We describe four unique cases of LR AML after allo-HCT—one previously reported ECOG case4 and three new cases from patients treated at the Mayo Clinic. LR after allo-HCT is rare, and, to our knowledge, this is the largest case series of this kind to date. Also, although extramedullary relapse is known to occur relatively common after allo-HCT,5 late extramedullary relapse has been only rarely reported.6 Two findings stand out when examining our data: (1) all of the late recurrences featured extramedullary disease, suggesting a unifying mechanism underlying these relapses; and (2) three of the four LRs occurred very late (⩾10 years after transplant).

The differences in LR location (bone marrow vs extramedullary) and remission duration (late vs very late) in patients who were treated with chemotherapy induction and consolidation vs allo-HCT suggest different pathogenic mechanisms underlying late recurrence. LR after conventional chemotherapy, which typically occurs 3–5 years after CR1, is isolated to the bone marrow, and is more common in patients with a normal karyotype.

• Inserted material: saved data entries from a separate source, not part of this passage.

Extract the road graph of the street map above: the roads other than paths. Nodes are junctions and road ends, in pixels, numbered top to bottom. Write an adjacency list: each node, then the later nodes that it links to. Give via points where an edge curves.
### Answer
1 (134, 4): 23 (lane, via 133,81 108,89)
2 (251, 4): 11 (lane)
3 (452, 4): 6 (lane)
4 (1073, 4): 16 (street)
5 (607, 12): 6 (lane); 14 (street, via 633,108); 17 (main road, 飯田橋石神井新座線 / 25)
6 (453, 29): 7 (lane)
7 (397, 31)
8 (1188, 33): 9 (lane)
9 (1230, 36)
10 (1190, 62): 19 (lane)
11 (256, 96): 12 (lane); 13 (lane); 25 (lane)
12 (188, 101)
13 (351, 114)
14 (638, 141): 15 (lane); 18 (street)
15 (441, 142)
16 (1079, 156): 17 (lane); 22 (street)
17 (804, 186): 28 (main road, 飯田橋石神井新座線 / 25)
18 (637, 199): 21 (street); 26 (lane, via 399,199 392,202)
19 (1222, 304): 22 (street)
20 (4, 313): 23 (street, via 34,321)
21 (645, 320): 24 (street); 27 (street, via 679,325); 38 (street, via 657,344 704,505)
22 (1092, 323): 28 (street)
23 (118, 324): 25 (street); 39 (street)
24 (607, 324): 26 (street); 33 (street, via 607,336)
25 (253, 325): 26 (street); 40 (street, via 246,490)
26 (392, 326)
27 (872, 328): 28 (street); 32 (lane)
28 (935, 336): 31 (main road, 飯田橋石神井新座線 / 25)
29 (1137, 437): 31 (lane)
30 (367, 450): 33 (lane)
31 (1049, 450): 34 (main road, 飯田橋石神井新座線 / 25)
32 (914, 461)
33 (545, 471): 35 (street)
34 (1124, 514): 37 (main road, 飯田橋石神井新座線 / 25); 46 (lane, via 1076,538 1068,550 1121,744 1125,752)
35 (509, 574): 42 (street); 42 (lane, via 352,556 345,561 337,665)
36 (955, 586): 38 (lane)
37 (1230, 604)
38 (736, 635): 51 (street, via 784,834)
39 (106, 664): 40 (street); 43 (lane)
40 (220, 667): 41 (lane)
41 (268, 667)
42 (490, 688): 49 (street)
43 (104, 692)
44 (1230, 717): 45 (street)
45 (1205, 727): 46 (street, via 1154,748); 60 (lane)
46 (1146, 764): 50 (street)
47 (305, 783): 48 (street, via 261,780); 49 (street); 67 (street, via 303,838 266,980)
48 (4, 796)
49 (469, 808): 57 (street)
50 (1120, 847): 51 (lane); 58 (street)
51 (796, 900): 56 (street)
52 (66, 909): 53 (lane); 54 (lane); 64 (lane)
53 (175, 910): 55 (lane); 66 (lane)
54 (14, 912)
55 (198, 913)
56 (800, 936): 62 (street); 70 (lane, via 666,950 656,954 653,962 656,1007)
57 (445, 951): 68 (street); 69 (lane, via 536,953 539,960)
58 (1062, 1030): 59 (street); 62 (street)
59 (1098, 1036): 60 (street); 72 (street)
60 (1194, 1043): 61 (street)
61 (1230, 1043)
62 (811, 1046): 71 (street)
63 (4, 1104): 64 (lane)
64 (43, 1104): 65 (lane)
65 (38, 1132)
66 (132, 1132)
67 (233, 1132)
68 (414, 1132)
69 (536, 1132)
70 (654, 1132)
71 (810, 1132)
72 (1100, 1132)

It may represent relapse of a dormant subclone that has acquired new mutations or epigenetic alterations.7, 8 On the other hand, LR after allo-HCT, which appears to occur after much longer CR durations, is more likely related to defective or senescent immune surveillance.5, 9 Of course, in either case, late recurrence may also be therapy related, that is, a new therapy-related AML (t-AML).10 Although none of the ECOG LRs had cytogenetic evidence of t-AML, the patient in case 3 did present with clonal evolution to a complex karyotype (had a normal karyotype at initial diagnosis). Also intriguing is the possibility that the late recurrences presented in case 2 or 3 could have been donor cell derived, as these were sex-matched transplants and we do not have molecular chimerism data. However, donor-derived leukemias are rare, and the extramedullary nature of the relapses and other unique clinical features suggest that the LRs were from recipient cells.11

Interestingly, all four LRs after allo-HCT featured extramedullary involvement—and three were isolated extramedullary relapses—which suggests that impaired peripheral immune surveillance could be a very important risk factor for LR. Three of the LRs after allo-HCT (two of the very LR cases from the Mayo Clinic and the one ECOG LR case) had monocytic differentiation at diagnosis, which could partially explain the extramedullary recurrence. In addition, two of the three new cases had a normal karyotype and the other was inv(16) at initial diagnosis, consistent with our previous report demonstrating that most LRs have normal or favorable cytogenetics at diagnosis and none have poor-risk features.4 Importantly, the three Mayo Clinic LR patients were transplanted at first relapse with active disease (6–30% marrow blasts). These patients had no evidence of extramedullary disease at the time of transplant, but this raises the possibility that residual marrow leukemia is an additional risk factor for late extramedullary recurrence.

In conclusion, LR can occur very late and close attention should be paid to extramedullary sites in allo-HCT recipients. In surveillance and survivorship clinics, any abnormal skin or radiologic finding should be biopsied, as identifying a late extramedullary relapse early in its evolution may lead to more effective salvage therapy. For example, case 1 received HiDAC and IFRT to an isolated leg lesion and remained in continuous remission for 2 years. This was followed by another cutaneous relapse in the same leg, and she again received IFRT followed by maintenance lenalidomide, and has remained in remission for 1 year to date. The exact cause of late transplant-failure at extramedullary sites is unclear, but may result from the development of immune tolerance at peripheral sites (which are also shielded to a degree from chemotherapy and conditioning regimens).5, 6, 12 This reinforces the importance of an intact GvL effect for controlling dormant leukemia, particularly at peripheral or sanctuary sites, even years after transplant.13 In the future, therapies to augment the GvL effect, such as modified cellular-based therapies or checkpoint inhibitors, in addition to the standard approaches employed in our cases, should be considered for extramedullary relapse after allo-HCT, particularly if it occurs after a long period of immune control.